[Start of section]

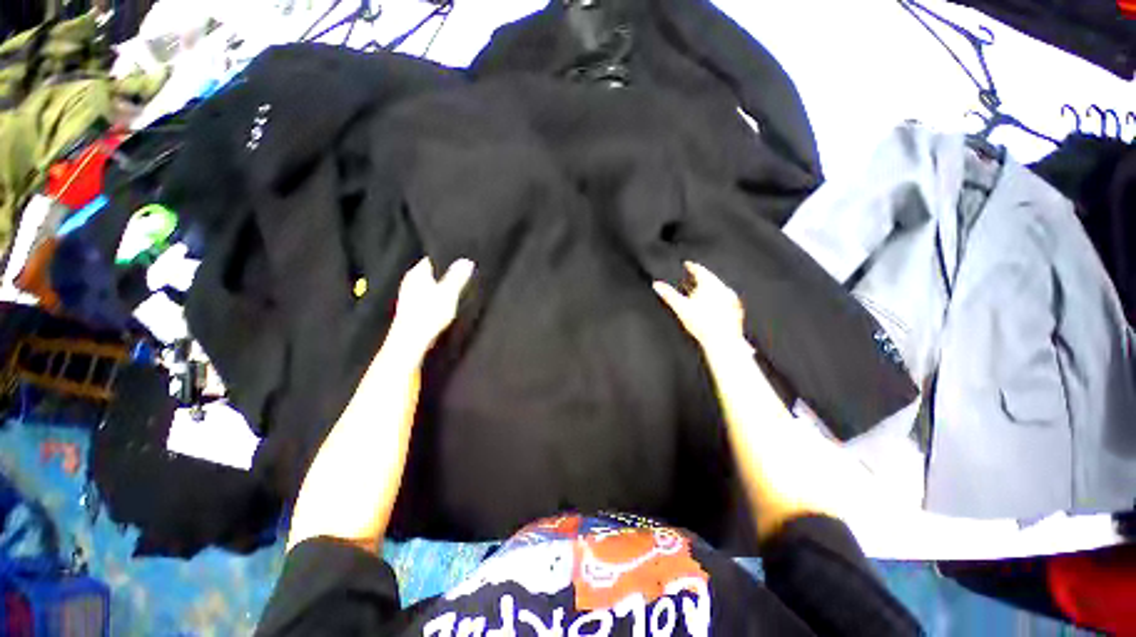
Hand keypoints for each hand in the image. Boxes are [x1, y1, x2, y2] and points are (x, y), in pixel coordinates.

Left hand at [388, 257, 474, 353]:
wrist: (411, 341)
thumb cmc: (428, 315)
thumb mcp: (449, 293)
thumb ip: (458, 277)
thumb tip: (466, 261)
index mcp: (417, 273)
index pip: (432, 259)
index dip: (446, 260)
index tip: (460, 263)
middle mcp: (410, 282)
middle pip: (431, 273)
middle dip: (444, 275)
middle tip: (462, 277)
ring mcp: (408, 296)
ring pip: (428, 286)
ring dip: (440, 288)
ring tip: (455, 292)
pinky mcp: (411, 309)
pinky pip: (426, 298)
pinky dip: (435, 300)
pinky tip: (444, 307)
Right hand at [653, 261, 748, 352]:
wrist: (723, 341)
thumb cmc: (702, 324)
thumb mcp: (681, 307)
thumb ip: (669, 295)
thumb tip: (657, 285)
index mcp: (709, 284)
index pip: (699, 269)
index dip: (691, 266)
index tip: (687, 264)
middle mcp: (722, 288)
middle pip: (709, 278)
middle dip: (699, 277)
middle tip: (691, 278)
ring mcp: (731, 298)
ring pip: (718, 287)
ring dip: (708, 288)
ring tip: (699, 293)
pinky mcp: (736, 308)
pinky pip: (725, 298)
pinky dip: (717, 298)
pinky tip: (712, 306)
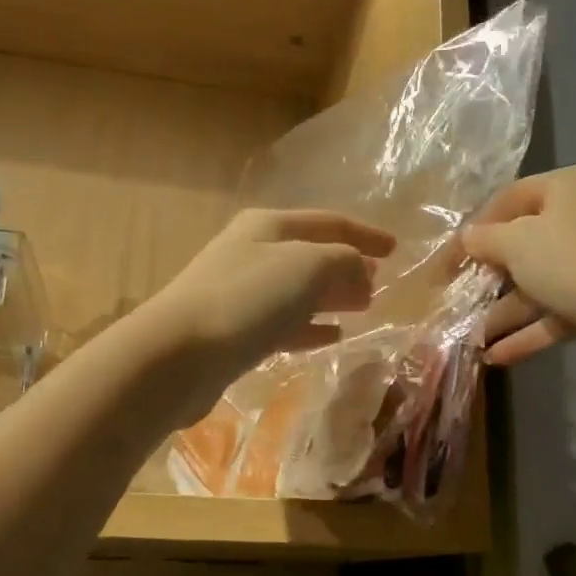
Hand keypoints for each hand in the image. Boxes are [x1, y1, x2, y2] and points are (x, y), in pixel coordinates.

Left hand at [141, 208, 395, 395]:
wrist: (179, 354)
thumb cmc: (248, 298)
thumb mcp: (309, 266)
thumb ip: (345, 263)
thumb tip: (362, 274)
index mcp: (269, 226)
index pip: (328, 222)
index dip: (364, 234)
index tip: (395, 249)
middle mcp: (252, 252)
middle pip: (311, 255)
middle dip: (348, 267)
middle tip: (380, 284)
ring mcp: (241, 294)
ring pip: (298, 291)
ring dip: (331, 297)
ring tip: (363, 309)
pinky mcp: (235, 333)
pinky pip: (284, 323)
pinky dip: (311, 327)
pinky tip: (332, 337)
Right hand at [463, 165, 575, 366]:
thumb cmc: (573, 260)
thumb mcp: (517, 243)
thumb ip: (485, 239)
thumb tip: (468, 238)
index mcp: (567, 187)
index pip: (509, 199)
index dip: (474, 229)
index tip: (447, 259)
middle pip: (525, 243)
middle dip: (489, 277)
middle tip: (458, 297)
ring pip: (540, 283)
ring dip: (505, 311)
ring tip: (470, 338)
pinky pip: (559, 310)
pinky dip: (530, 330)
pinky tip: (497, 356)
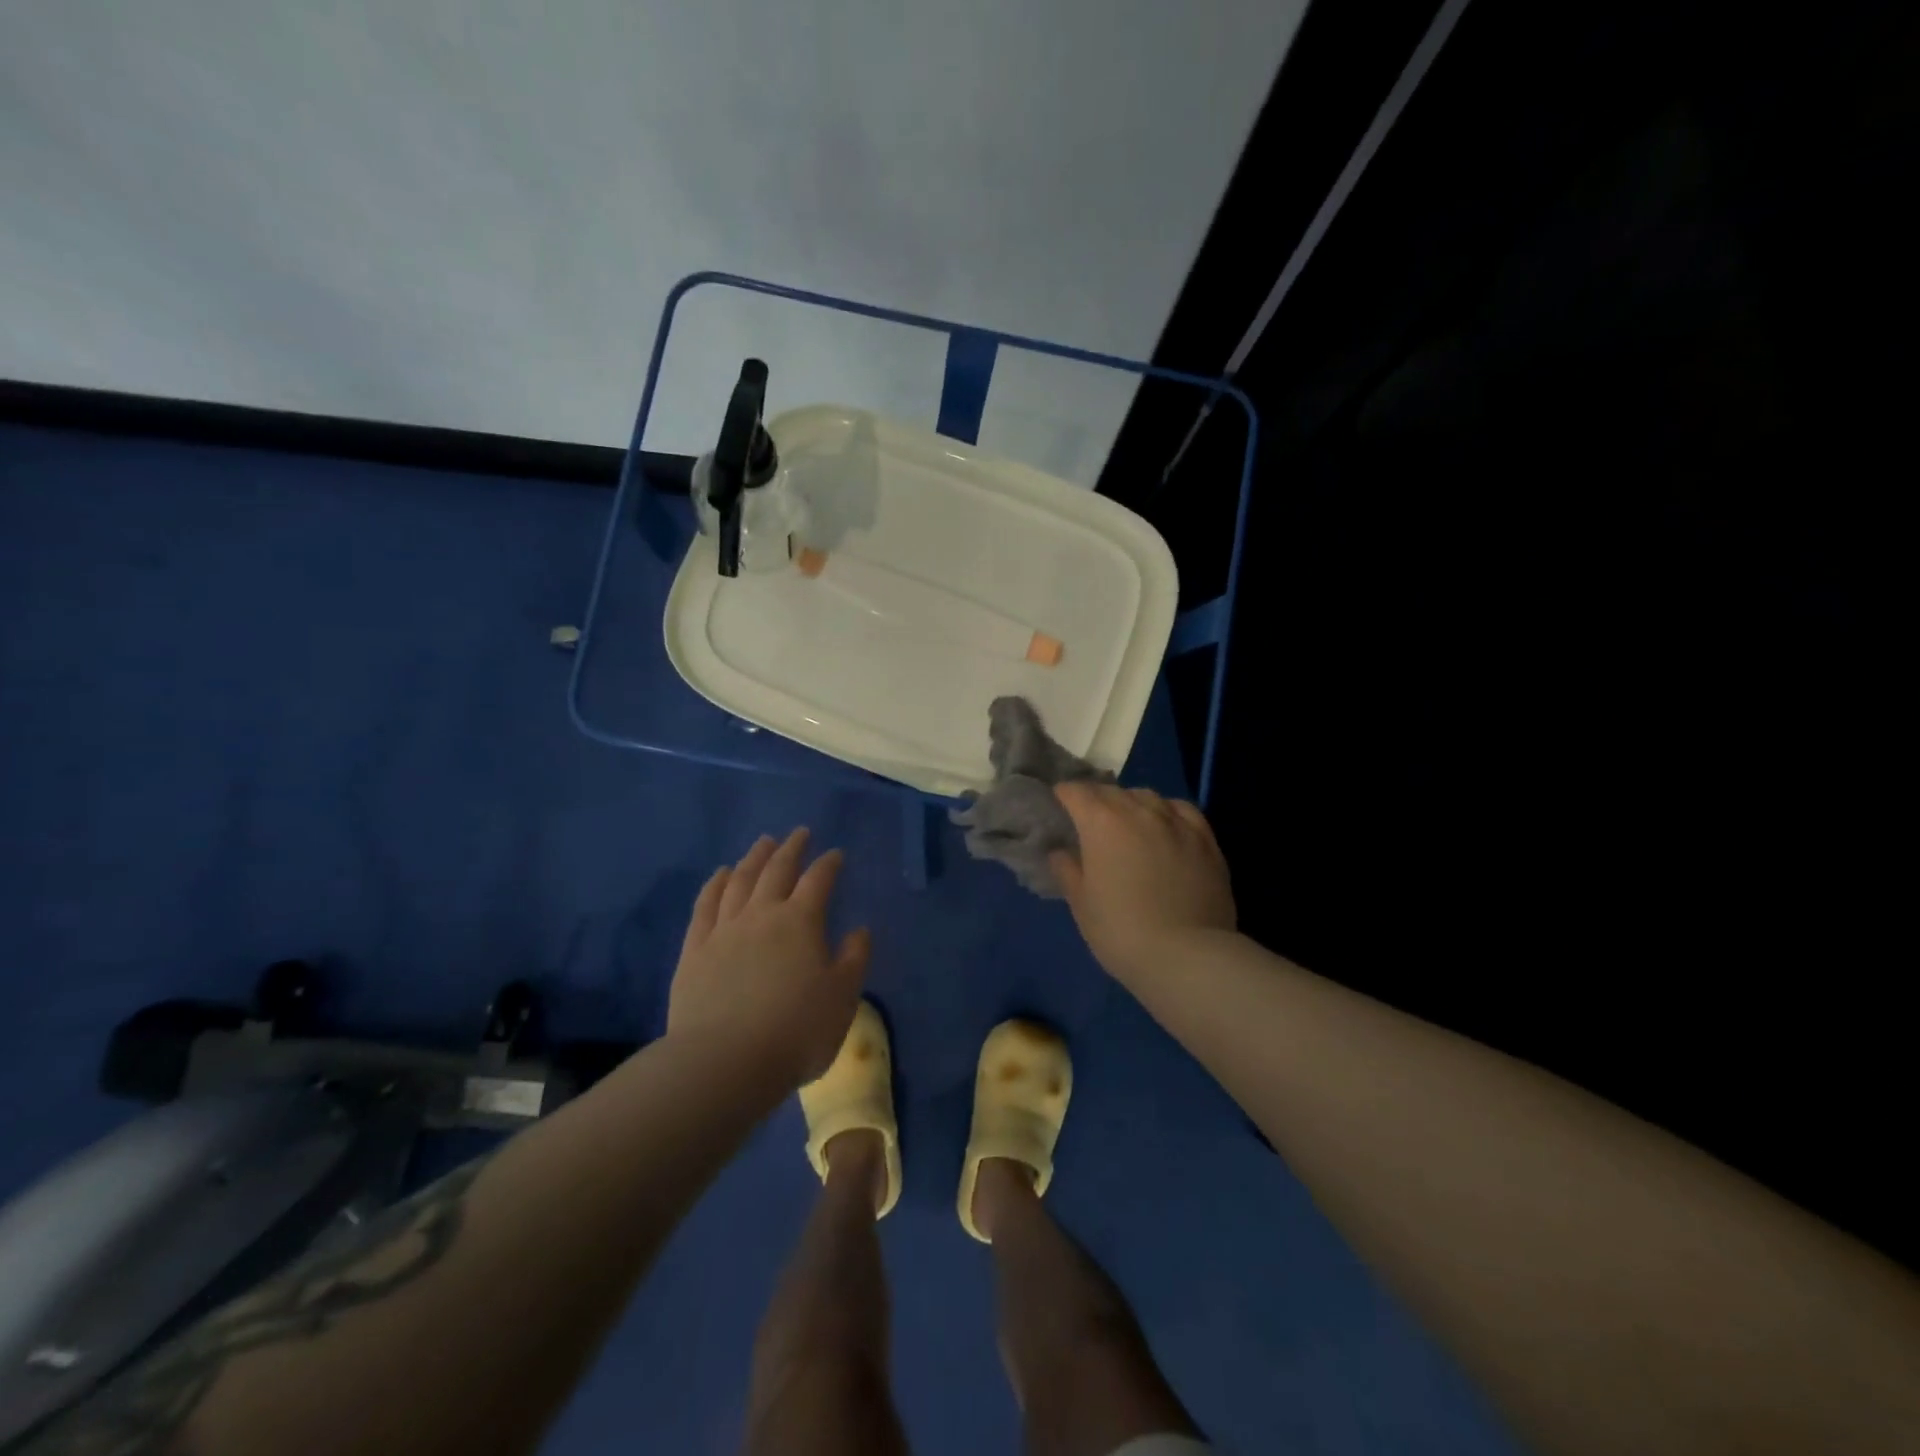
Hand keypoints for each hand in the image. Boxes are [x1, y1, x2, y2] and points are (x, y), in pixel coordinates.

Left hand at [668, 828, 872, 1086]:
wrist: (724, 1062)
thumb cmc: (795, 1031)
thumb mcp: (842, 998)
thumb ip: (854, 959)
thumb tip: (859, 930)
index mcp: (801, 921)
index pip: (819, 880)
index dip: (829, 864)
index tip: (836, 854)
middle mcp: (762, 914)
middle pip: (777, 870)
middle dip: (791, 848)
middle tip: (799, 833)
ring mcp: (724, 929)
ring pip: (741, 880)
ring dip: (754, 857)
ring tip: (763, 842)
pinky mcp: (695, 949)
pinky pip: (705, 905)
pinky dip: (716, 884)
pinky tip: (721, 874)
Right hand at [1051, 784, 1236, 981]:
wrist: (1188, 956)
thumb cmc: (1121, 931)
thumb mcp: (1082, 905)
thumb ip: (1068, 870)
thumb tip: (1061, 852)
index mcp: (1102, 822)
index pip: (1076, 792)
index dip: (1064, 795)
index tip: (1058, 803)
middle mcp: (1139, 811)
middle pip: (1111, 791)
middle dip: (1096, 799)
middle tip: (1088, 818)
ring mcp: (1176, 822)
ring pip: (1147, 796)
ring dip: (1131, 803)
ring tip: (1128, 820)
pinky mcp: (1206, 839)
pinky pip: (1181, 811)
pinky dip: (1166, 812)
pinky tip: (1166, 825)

[End of section]
[Start of section]

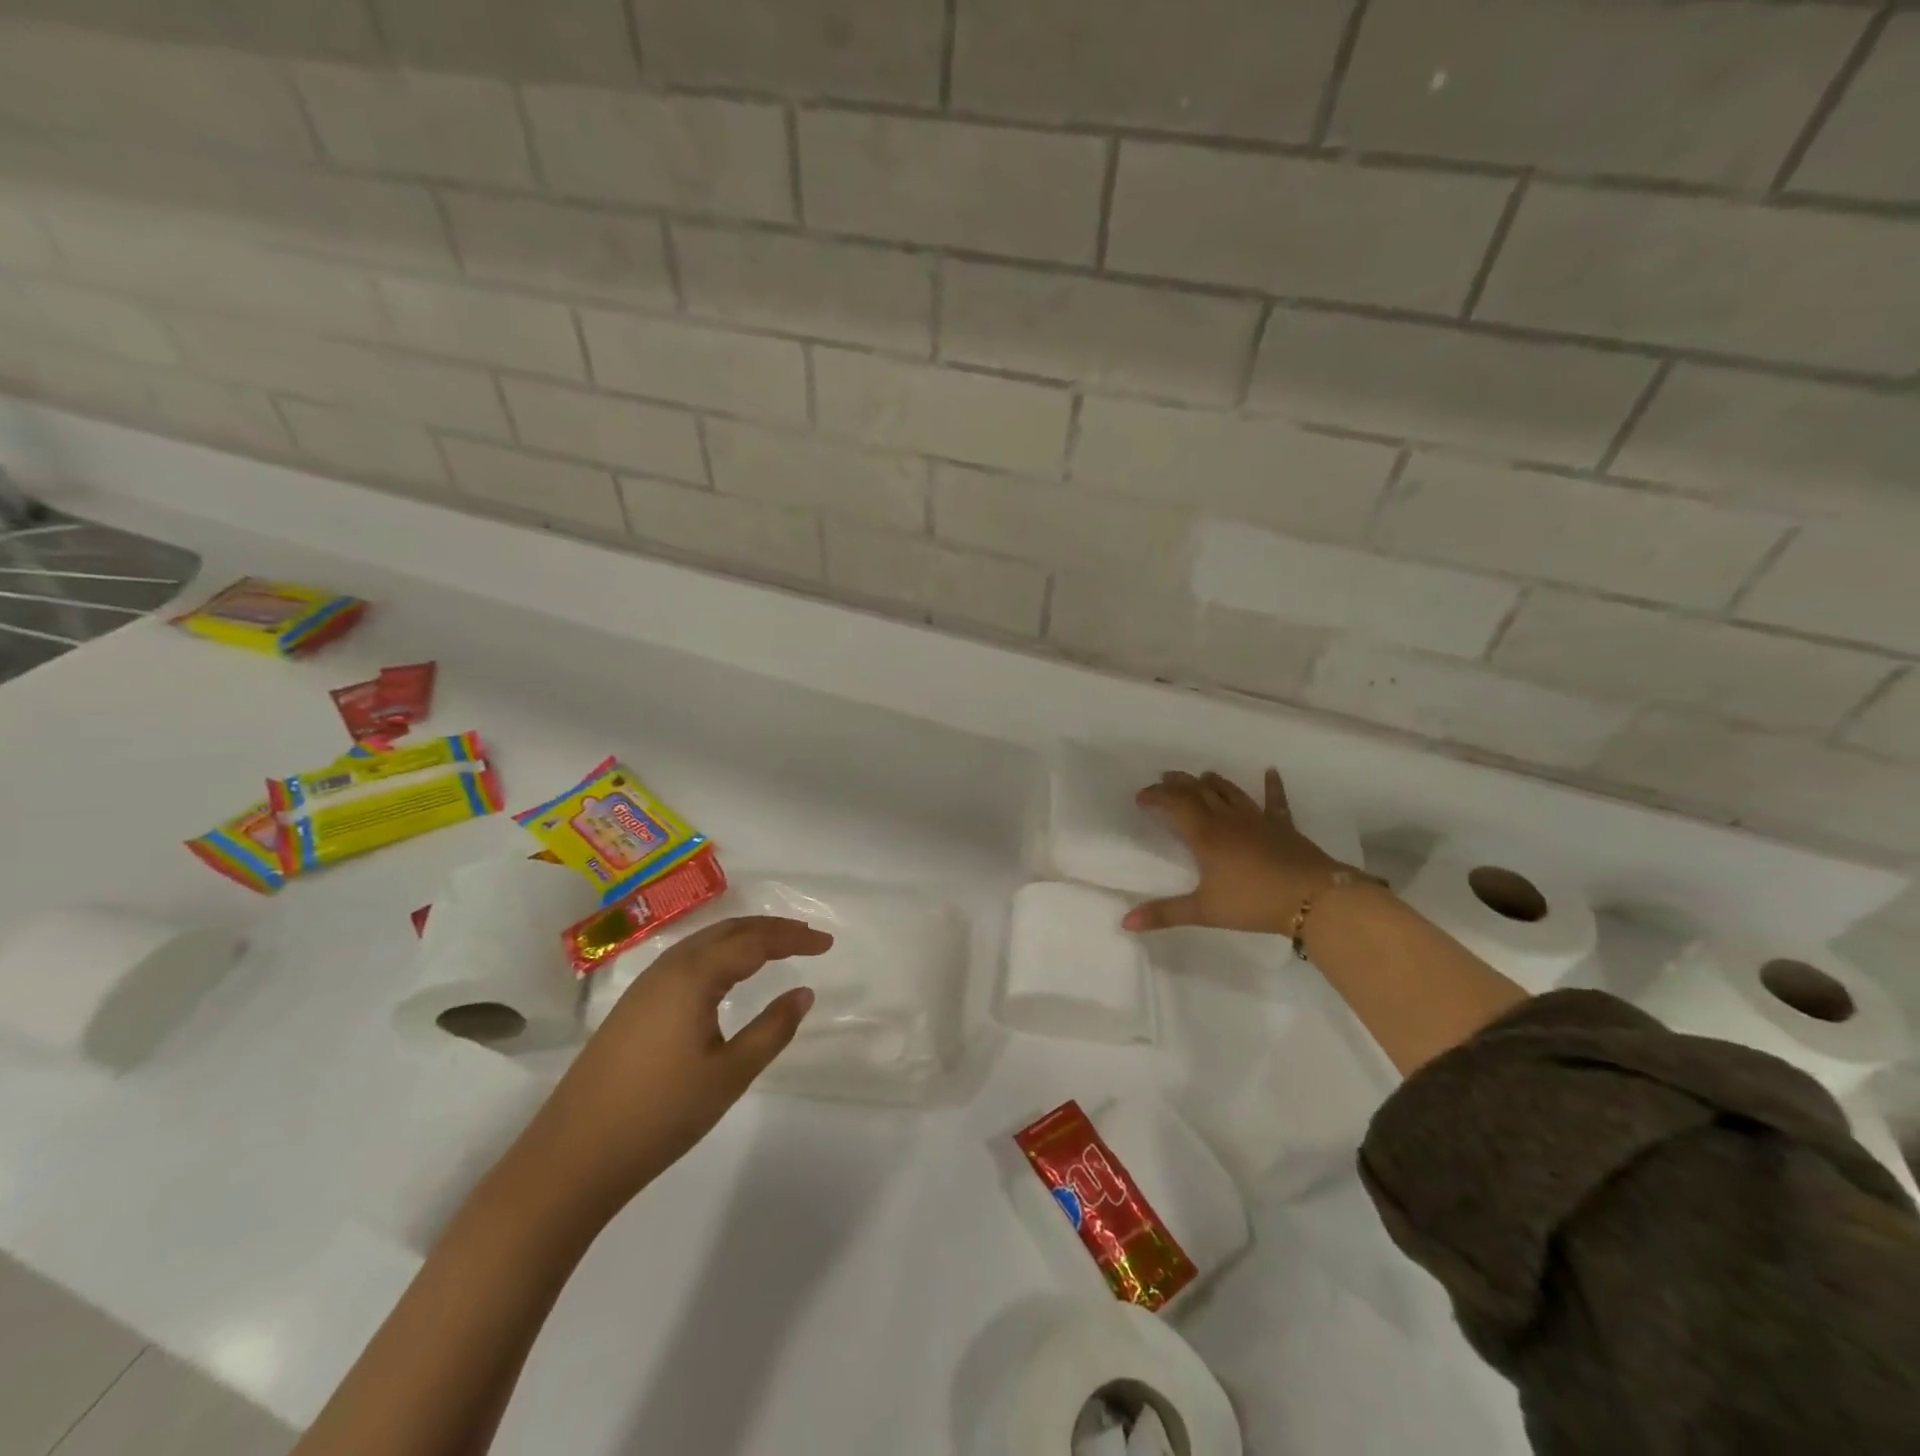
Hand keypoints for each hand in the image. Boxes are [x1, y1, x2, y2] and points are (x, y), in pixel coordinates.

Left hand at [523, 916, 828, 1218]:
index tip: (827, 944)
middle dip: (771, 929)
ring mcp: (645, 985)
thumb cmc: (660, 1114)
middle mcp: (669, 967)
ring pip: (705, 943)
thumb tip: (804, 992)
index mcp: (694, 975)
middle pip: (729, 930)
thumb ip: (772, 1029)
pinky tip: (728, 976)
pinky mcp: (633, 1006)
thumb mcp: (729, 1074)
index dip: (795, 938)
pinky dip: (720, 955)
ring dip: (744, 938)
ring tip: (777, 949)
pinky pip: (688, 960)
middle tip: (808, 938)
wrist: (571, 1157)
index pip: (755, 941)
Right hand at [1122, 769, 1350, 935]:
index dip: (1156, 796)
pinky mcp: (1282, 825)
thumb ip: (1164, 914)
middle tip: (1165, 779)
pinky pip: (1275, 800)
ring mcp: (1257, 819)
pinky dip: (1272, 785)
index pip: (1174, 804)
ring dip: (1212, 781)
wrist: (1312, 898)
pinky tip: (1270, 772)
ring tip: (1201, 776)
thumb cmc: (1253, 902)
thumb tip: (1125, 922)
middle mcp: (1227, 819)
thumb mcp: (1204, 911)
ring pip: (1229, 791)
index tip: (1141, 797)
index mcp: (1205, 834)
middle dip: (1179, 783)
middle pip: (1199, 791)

[End of section]
[Start of section]

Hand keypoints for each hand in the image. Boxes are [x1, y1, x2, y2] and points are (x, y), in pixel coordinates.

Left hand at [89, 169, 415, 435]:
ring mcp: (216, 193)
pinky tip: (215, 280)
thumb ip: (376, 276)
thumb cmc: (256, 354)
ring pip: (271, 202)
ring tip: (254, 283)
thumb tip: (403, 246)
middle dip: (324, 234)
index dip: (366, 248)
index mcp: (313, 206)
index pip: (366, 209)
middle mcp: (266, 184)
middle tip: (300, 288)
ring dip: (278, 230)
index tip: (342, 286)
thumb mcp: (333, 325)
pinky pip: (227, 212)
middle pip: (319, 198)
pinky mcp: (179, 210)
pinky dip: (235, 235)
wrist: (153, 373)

[End of section]

Task directions — Scan the material above for the string "Right", returning each line that contains it.

Your solution —
Right hand at [653, 261, 748, 352]:
Right hand at [463, 165, 575, 366]:
Right hand at [1051, 784, 1236, 981]:
Right hand at [1122, 769, 1350, 935]:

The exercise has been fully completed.